Appropriateness Criteria May Improve Surgical Outcomes

Application is associated with improved outcomes in patients with low back pain and/or sciatica

FRIDAY, April 2 (HealthDay News) -- In patients with low back pain and/or sciatica, application of appropriateness criteria for surgery can significantly improve patient outcomes, according to a study in the March 15 issue of Spine.

Nadia Danon-Hersch, M.D., of the University of Lausanne in Switzerland, and colleagues conducted a prospective study based on appropriateness criteria for low back surgery developed by a multi-specialty panel using the RAND appropriateness method, and compared one-year outcomes in 365 patients who received treatment considered appropriate and 33 patients who received treatment considered inappropriate.

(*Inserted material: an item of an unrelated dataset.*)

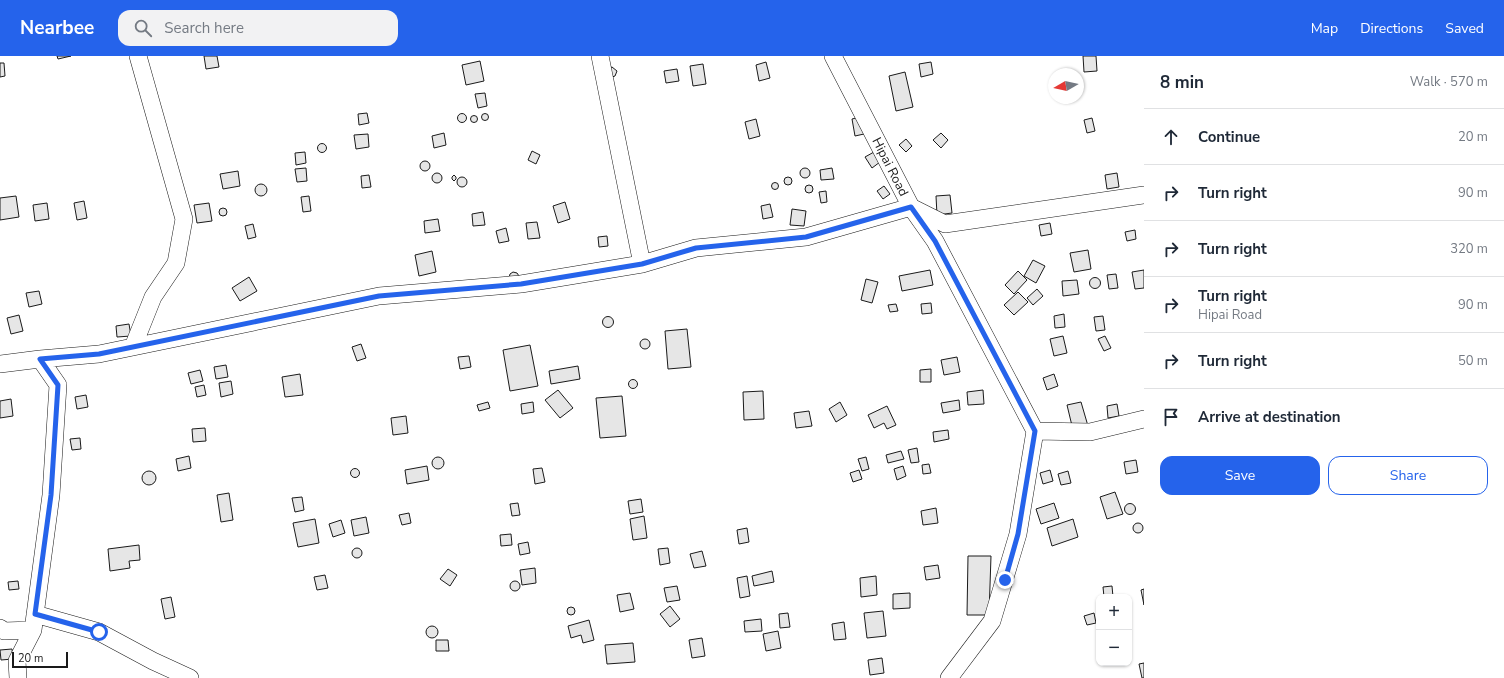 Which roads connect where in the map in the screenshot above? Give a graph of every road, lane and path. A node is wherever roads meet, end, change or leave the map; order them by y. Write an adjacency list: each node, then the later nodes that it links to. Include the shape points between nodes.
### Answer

Compared to inappropriate treatment, the researchers found that appropriate treatment was associated with significantly higher mean improvements in the health-related-quality of life (SF-36) physical component score (12.3 versus 6.8 points), SF-36 mental component score (5.0 versus −0.5 points), visual analog scale back pain score (2.3 versus 0.8 points), and Roland-Morris disability score (7.7 versus 4.2 points). The appropriate-treatment group also had a higher improvement in the mean visual analog scale score for sciatica than the inappropriate-treatment group (4.0 versus 2.8 points), but the difference was not significant.

"Before wider dissemination, these appropriateness criteria should be updated to take into account current state of the art," the authors write. "Further, larger studies involving different study populations should be carried out to evaluate the more long-term effect of the use of appropriateness criteria on various outcome dimensions."